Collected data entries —
========================
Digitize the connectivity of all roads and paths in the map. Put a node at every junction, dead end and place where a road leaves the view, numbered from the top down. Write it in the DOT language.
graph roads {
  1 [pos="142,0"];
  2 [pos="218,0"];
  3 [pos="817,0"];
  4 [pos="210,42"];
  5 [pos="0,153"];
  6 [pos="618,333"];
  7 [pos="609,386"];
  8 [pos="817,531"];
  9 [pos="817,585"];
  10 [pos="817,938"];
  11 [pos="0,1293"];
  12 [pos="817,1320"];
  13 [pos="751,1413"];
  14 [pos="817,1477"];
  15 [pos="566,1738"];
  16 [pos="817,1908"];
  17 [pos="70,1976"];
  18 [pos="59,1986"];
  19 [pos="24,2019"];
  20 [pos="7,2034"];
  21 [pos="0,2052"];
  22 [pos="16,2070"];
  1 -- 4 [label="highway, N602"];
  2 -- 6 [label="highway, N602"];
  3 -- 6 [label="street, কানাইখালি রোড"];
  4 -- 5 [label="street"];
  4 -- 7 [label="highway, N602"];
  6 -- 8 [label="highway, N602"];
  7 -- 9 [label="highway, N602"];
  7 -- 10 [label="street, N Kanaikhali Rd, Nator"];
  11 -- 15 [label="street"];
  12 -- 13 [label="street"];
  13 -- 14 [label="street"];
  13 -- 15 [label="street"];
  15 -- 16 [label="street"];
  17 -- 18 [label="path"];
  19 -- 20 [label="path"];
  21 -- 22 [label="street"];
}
========================
EXERCISE DETAILS —
Every record above has to appear again, word for word.

ANSWER SECTION —
Digitize the connectivity of all roads and paths in the map. Put a node at every junction, dead end and place where a road leaves the view, numbered from the top down. Write it in the DOT language.
graph roads {
  1 [pos="142,0"];
  2 [pos="218,0"];
  3 [pos="817,0"];
  4 [pos="210,42"];
  5 [pos="0,153"];
  6 [pos="618,333"];
  7 [pos="609,386"];
  8 [pos="817,531"];
  9 [pos="817,585"];
  10 [pos="817,938"];
  11 [pos="0,1293"];
  12 [pos="817,1320"];
  13 [pos="751,1413"];
  14 [pos="817,1477"];
  15 [pos="566,1738"];
  16 [pos="817,1908"];
  17 [pos="70,1976"];
  18 [pos="59,1986"];
  19 [pos="24,2019"];
  20 [pos="7,2034"];
  21 [pos="0,2052"];
  22 [pos="16,2070"];
  1 -- 4 [label="highway, N602"];
  2 -- 6 [label="highway, N602"];
  3 -- 6 [label="street, কানাইখালি রোড"];
  4 -- 5 [label="street"];
  4 -- 7 [label="highway, N602"];
  6 -- 8 [label="highway, N602"];
  7 -- 9 [label="highway, N602"];
  7 -- 10 [label="street, N Kanaikhali Rd, Nator"];
  11 -- 15 [label="street"];
  12 -- 13 [label="street"];
  13 -- 14 [label="street"];
  13 -- 15 [label="street"];
  15 -- 16 [label="street"];
  17 -- 18 [label="path"];
  19 -- 20 [label="path"];
  21 -- 22 [label="street"];
}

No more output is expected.